Harry then disappears when the financial component of the exhibit fails. I can not find but scarce information after this odd episode. Read article below.
2) H. G. Leisenring’s Steam Power Printing House
This H. G. Leisenring (Henry) owned a very well established printing company located at 237 and 239 Dock Street in Philadelphia. Many important prints, on a national basis, can be traced back to Henry G. Leisenring. The time period seems to center around 1865.
3) Dr. H. G. Leisenring of Wayne, Nebraska
This H. G. Leisenring (also a Henry) was a physician practicing around 1900 in Wayne, Nebraska. He once tried using Carrier Pigeons to alert him of ailing patients that needed house calls (see advertisement below). He also had a number of patents including one for a surgical chair (see below), horse bridle-bit and Trap net.
Major Clue (Douglas County, State of Nebraska)
P. S. LEISENRING, M. D., (Peter Shindel Leisenring) physician and surgeon, came to Omaha June 1, 1878, and has been in active practice ever since. He is a member of the State Medical Society and the Omaha Pathological Society. He was born in Sunbury, Pa., May 22, 1829, and educated at the Pennsylvania College, at Gettysburg, Pa. In March, 1852, he graduated from the Pennsylvania Medical College at Philadelphia and practiced at Altoona, Pa., before coming to Omaha.
He has been City Physician for the past three years and Secretary of the Board of Health.

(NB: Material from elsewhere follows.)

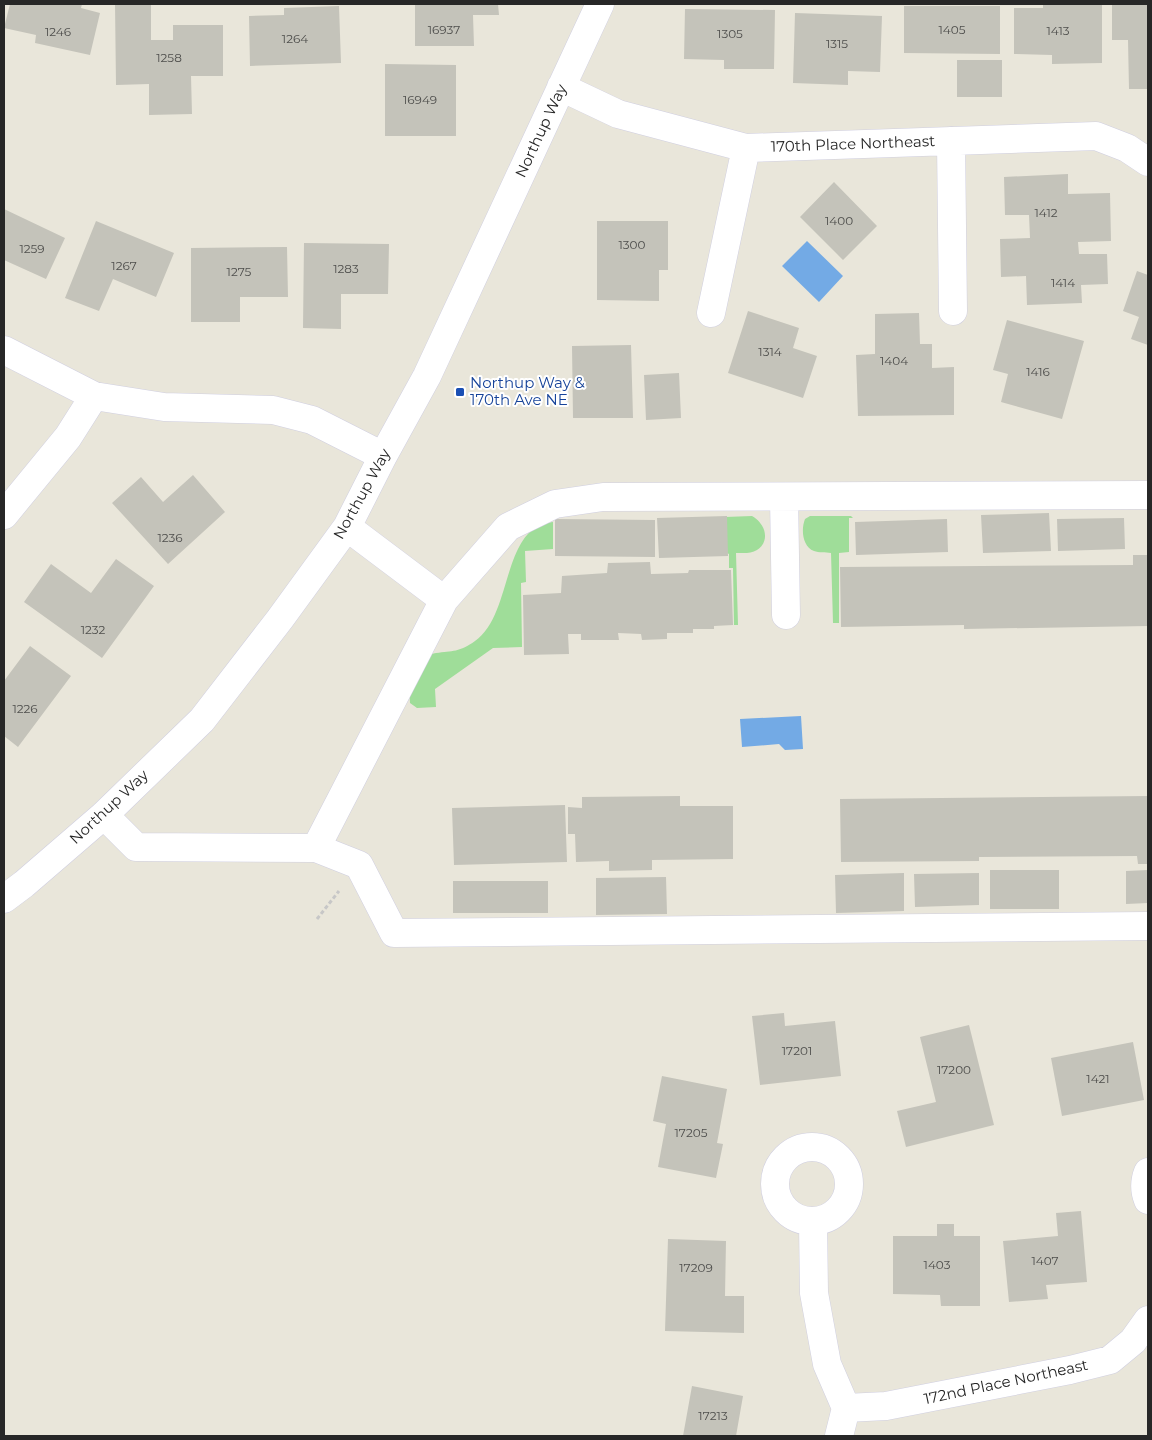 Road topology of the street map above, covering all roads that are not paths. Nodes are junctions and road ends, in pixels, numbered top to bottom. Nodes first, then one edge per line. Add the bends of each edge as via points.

He was married at Hampton Furnace, Lehigh Co., Pa., January 31, 1856, to Emma E. Sigmund, a native of Berks County, Pa. They have ten children, Louisa S., Frederick G., Harry G. (could this be the Harry G. of the Snyder’s Bitter Cordial? Probably not.), Albert M., Lizzie N., Matilda, Bertha, Frank, Martin Luther and Sadie Bell. The Doctor is a professor of obstetrics and diseases of women in the Omaha Medical College. He is a Royal Arch Mason, K. of P., Medical Examiner for the U. B. of Pennsylvania, A. O. U. W., Northwestern A., F. & A. M. and Mutual Aid Society of Ohio. He is also a member of the Home Circle and Secretary of the Board of Health, director of the Y. M. C. A. and Douglas County Bible Society.